Pull every line holding the word "alibi" out of the data and copy it.

----- Data to process -----

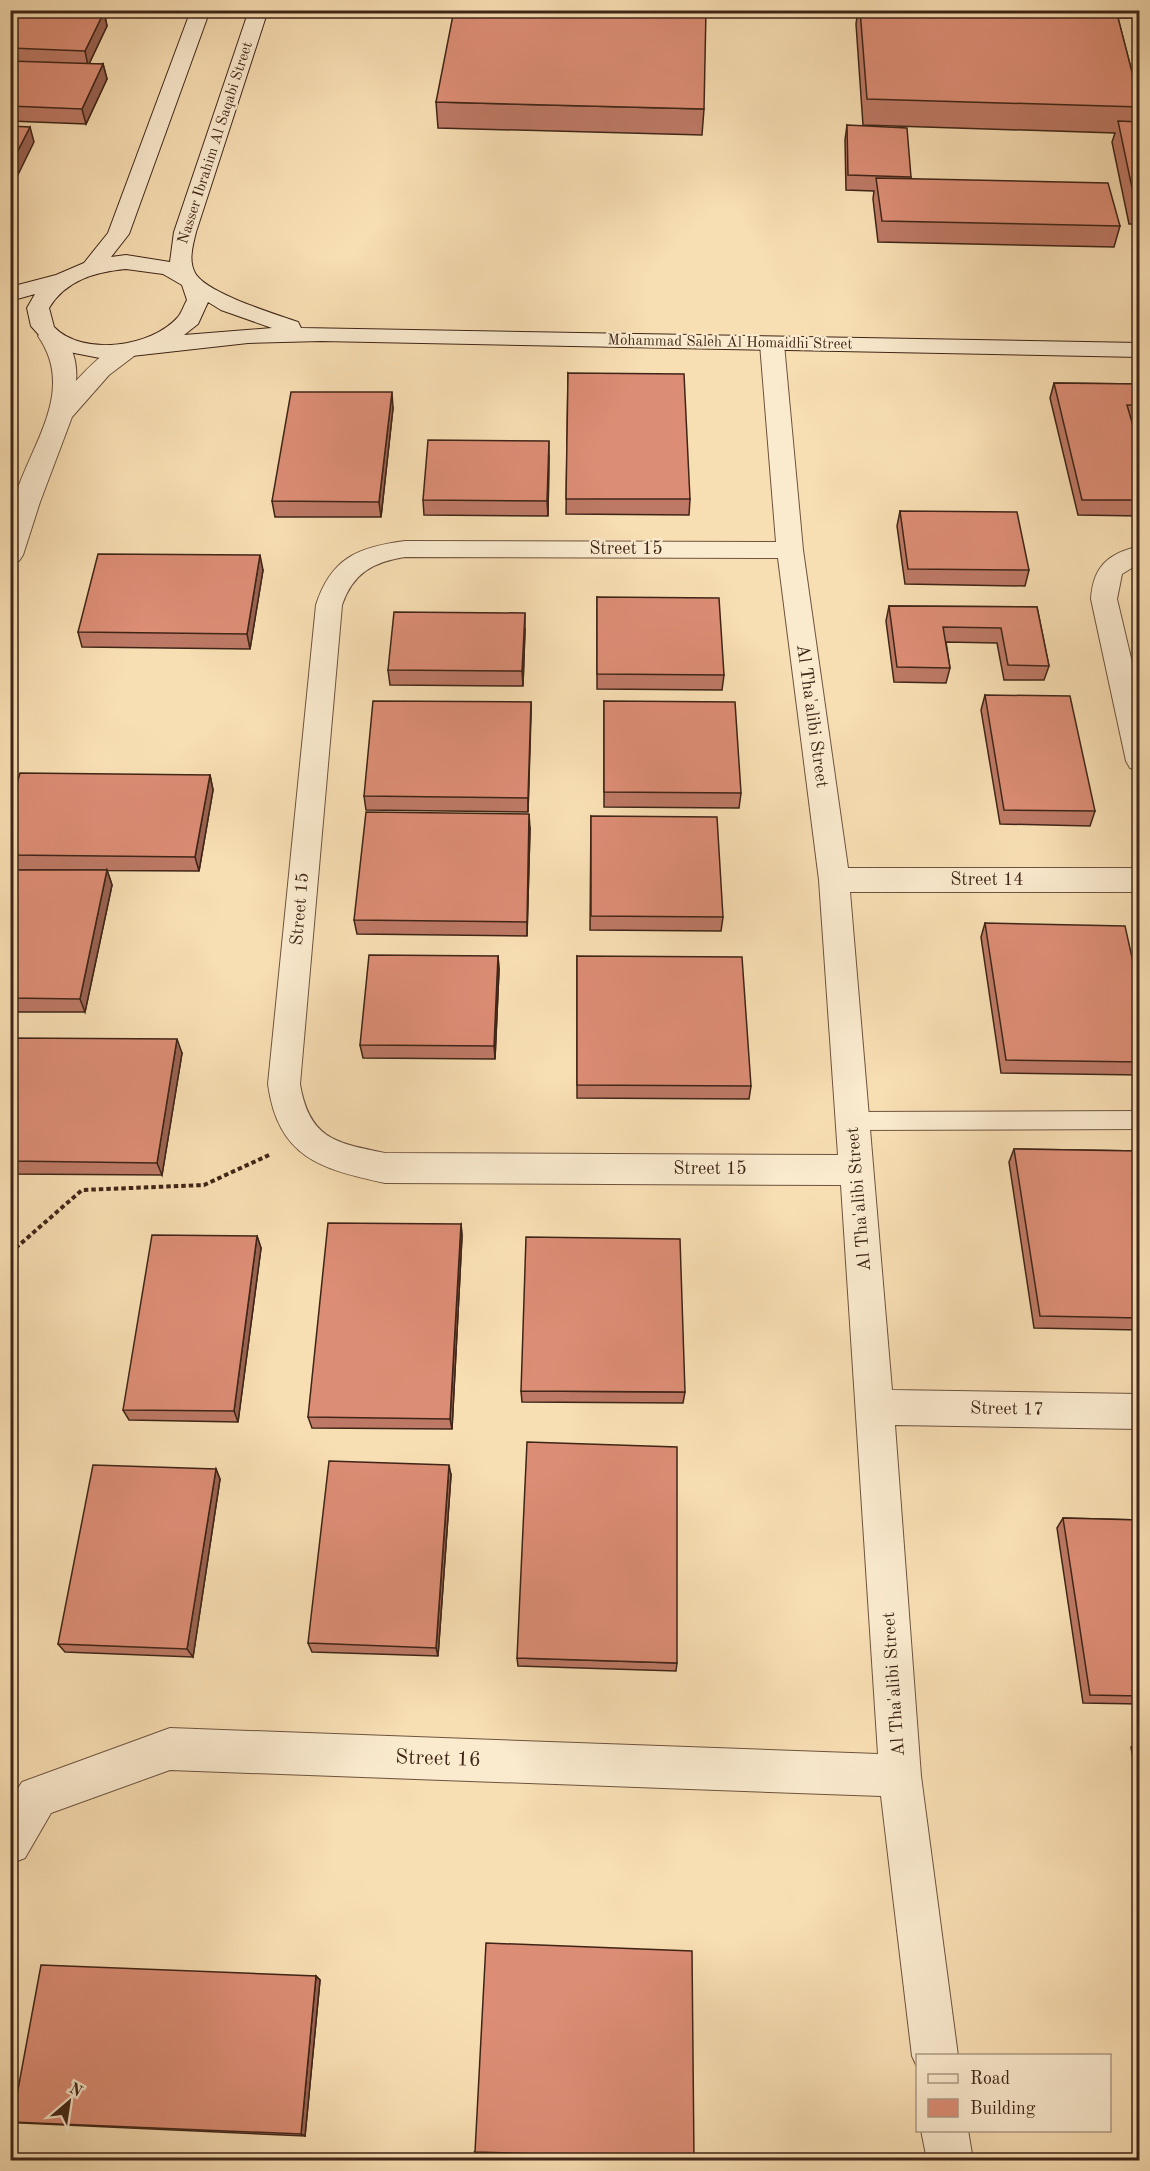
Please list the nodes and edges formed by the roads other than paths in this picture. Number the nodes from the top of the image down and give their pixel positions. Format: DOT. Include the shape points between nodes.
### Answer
graph roads {
  1 [pos="201,10"];
  2 [pos="259,10"];
  3 [pos="92,267"];
  4 [pos="62,280"];
  5 [pos="189,280"];
  6 [pos="10,294"];
  7 [pos="38,329"];
  8 [pos="321,334"];
  9 [pos="772,344"];
  10 [pos="138,348"];
  11 [pos="1140,350"];
  12 [pos="61,415"];
  13 [pos="19,502"];
  14 [pos="790,550"];
  15 [pos="1140,554"];
  16 [pos="10,555"];
  17 [pos="1140,761"];
  18 [pos="834,880"];
  19 [pos="1140,880"];
  20 [pos="1140,1120"];
  21 [pos="852,1121"];
  22 [pos="856,1170"];
  23 [pos="875,1407"];
  24 [pos="1140,1412"];
  25 [pos="900,1776"];
  26 [pos="10,1843"];
  27 [pos="935,2054"];
  28 [pos="944,2132"];
  29 [pos="950,2160"];
  1 -- 3 [label="street" via="118,234"];
  2 -- 5 [label="street, Nasser Ibrahim Al Saqabi Street" via="185,232 180,259"];
  3 -- 4 [label="street"];
  3 -- 5 [label="street, Mohammad Saleh Al Homaidhi Street" via="143,262 167,267"];
  4 -- 6 [label="street"];
  4 -- 7 [label="street" via="51,288 39,308"];
  5 -- 8 [label="street, Mohammad Saleh Al Homaidhi Street" via="246,312"];
  5 -- 10 [label="street, Nasser Ibrahim Al Saqabi Street" via="199,303 188,323 164,340"];
  7 -- 10 [label="street, Mohammad Saleh Al Homaidhi Street" via="62,343 93,351"];
  7 -- 12 [label="street" via="59,348 66,367"];
  8 -- 9 [label="street, Mohammad Saleh Al Homaidhi Street"];
  8 -- 10 [label="street, Mohammad Saleh Al Homaidhi Street" via="238,337"];
  9 -- 11 [label="street, Mohammad Saleh Al Homaidhi Street"];
  9 -- 14 [label="street, Al Tha'alibi Street"];
  10 -- 12 [label="street" via="112,359"];
  12 -- 13 [label="street"];
  13 -- 16 [label="street"];
  14 -- 18 [label="street, Al Tha'alibi Street"];
  14 -- 22 [label="street, Street 15" via="405,549 364,558 343,572 329,606 285,1106 305,1139 348,1161 385,1168"];
  15 -- 17 [label="street" via="1123,558 1107,572 1104,599"];
  18 -- 19 [label="street, Street 14"];
  18 -- 21 [label="street, Al Tha'alibi Street"];
  20 -- 21 [label="lane"];
  21 -- 22 [label="street, Al Tha'alibi Street"];
  22 -- 23 [label="street, Al Tha'alibi Street"];
  23 -- 24 [label="street, Street 17"];
  23 -- 25 [label="street, Al Tha'alibi Street"];
  25 -- 26 [label="street, Street 16" via="170,1749 37,1797"];
  25 -- 27 [label="street, Al Tha'alibi Street"];
  28 -- 29 [label="street"];
}
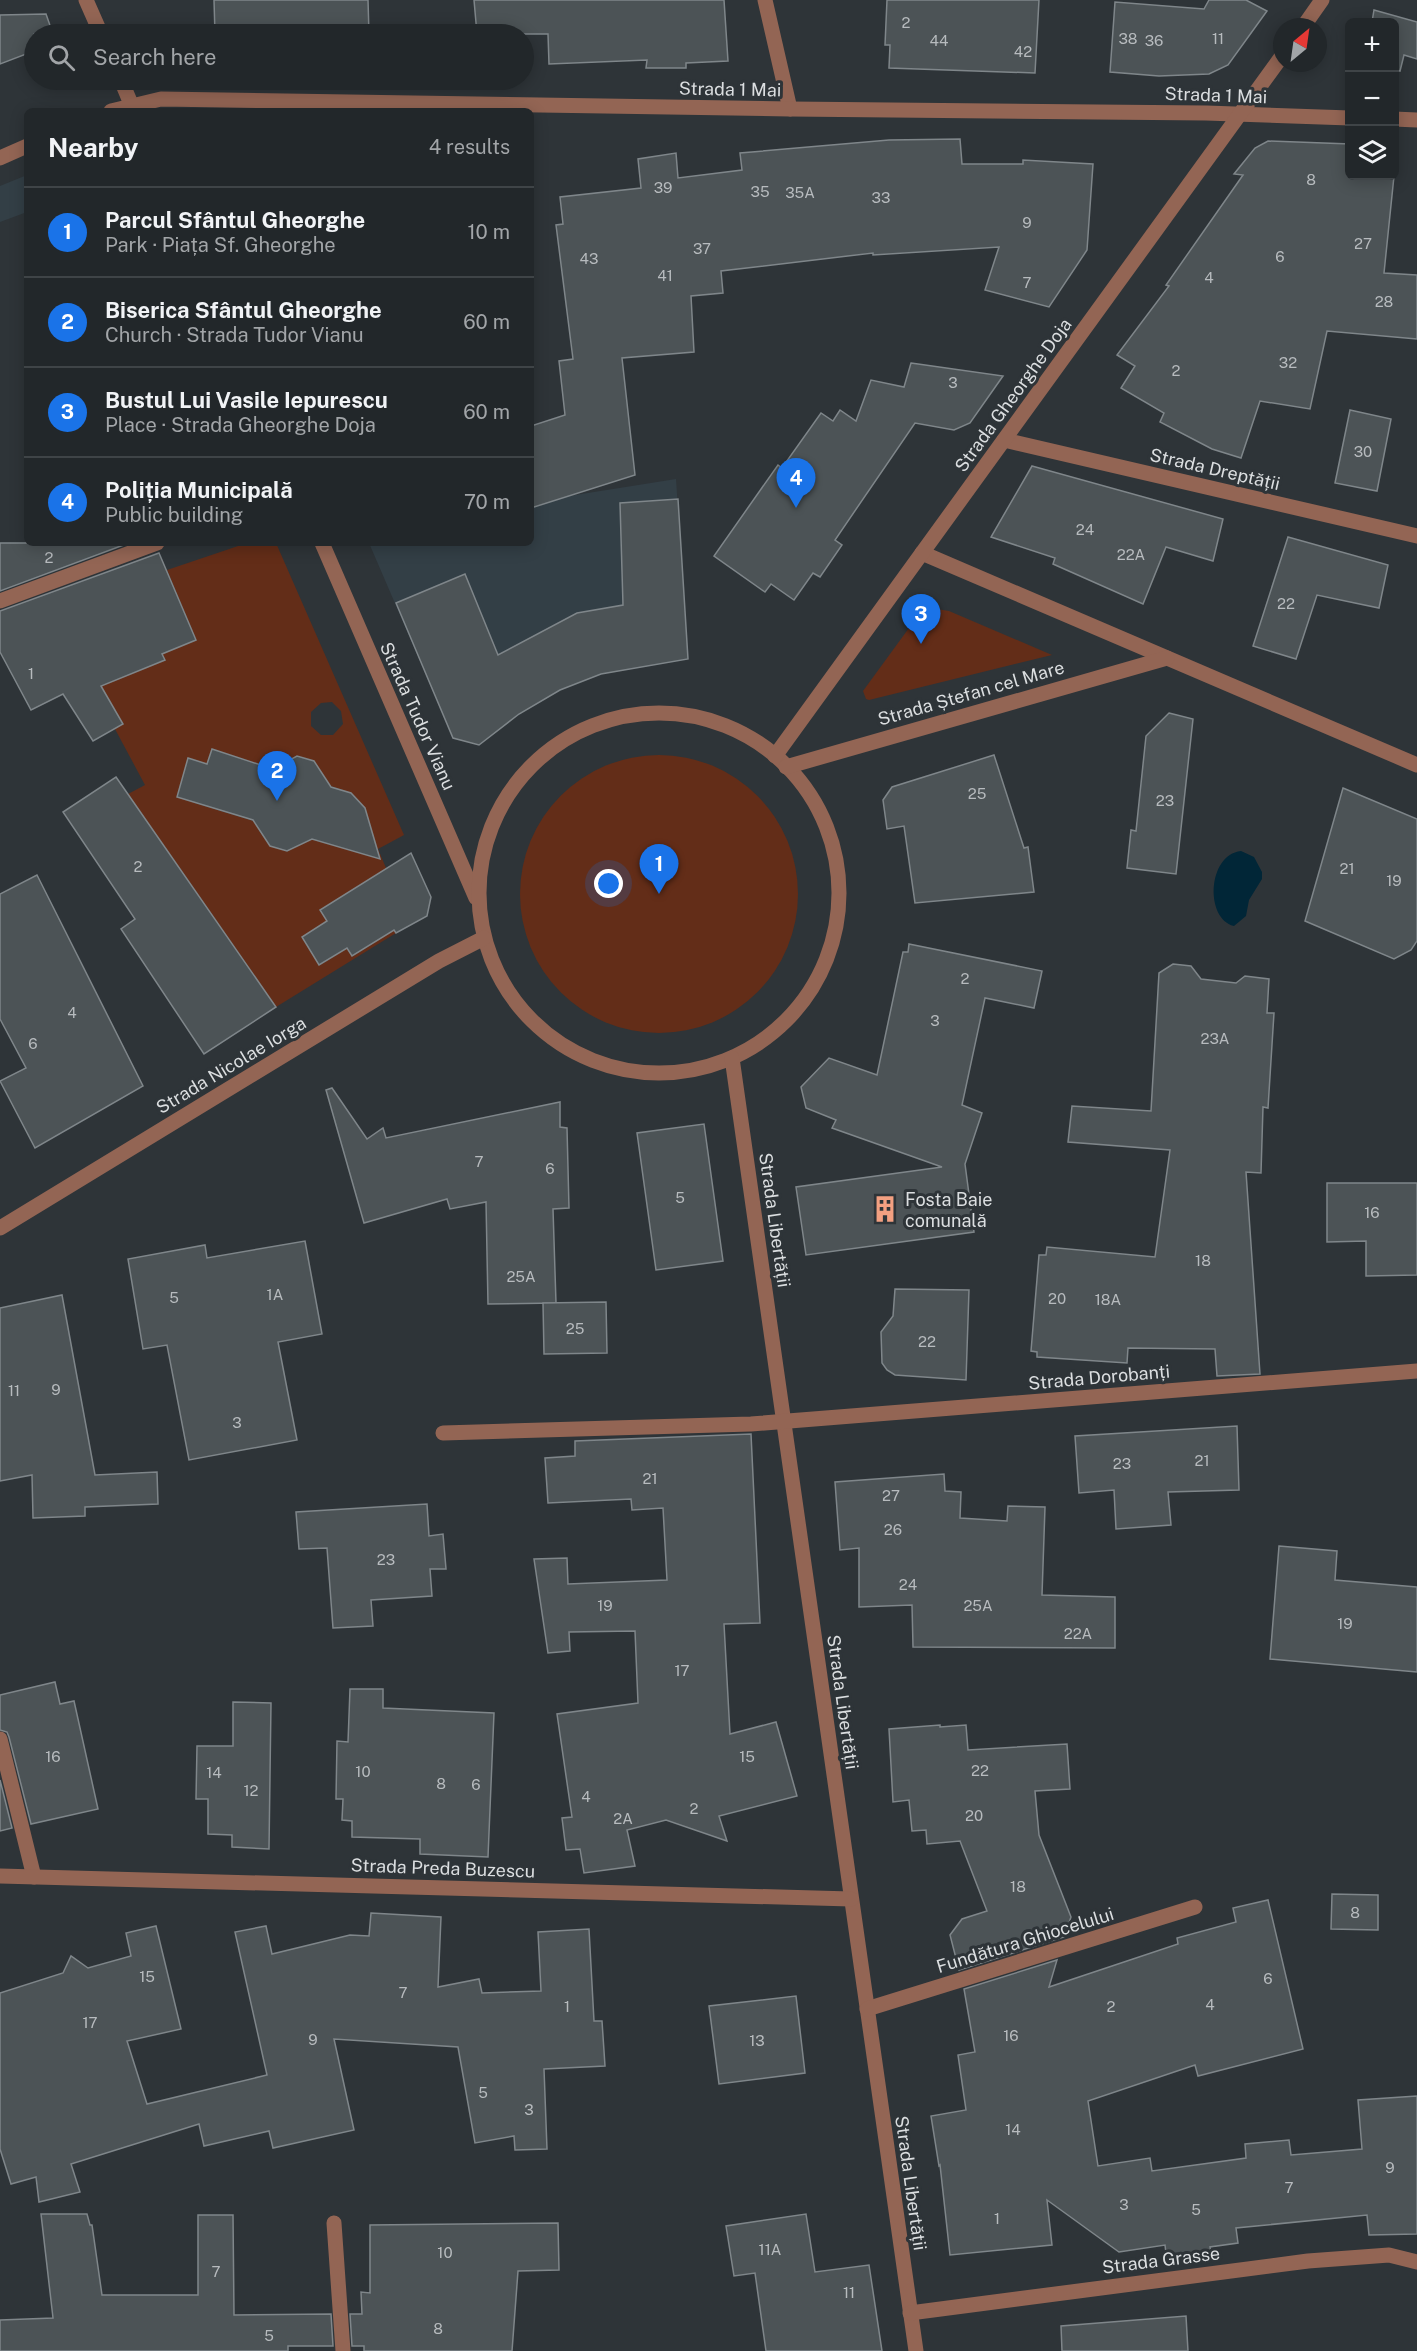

-----

Result:
  9 -- 14 [label="street, Al Tha'alibi Street"];
  14 -- 18 [label="street, Al Tha'alibi Street"];
  18 -- 21 [label="street, Al Tha'alibi Street"];
  21 -- 22 [label="street, Al Tha'alibi Street"];
  22 -- 23 [label="street, Al Tha'alibi Street"];
  23 -- 25 [label="street, Al Tha'alibi Street"];
  25 -- 27 [label="street, Al Tha'alibi Street"];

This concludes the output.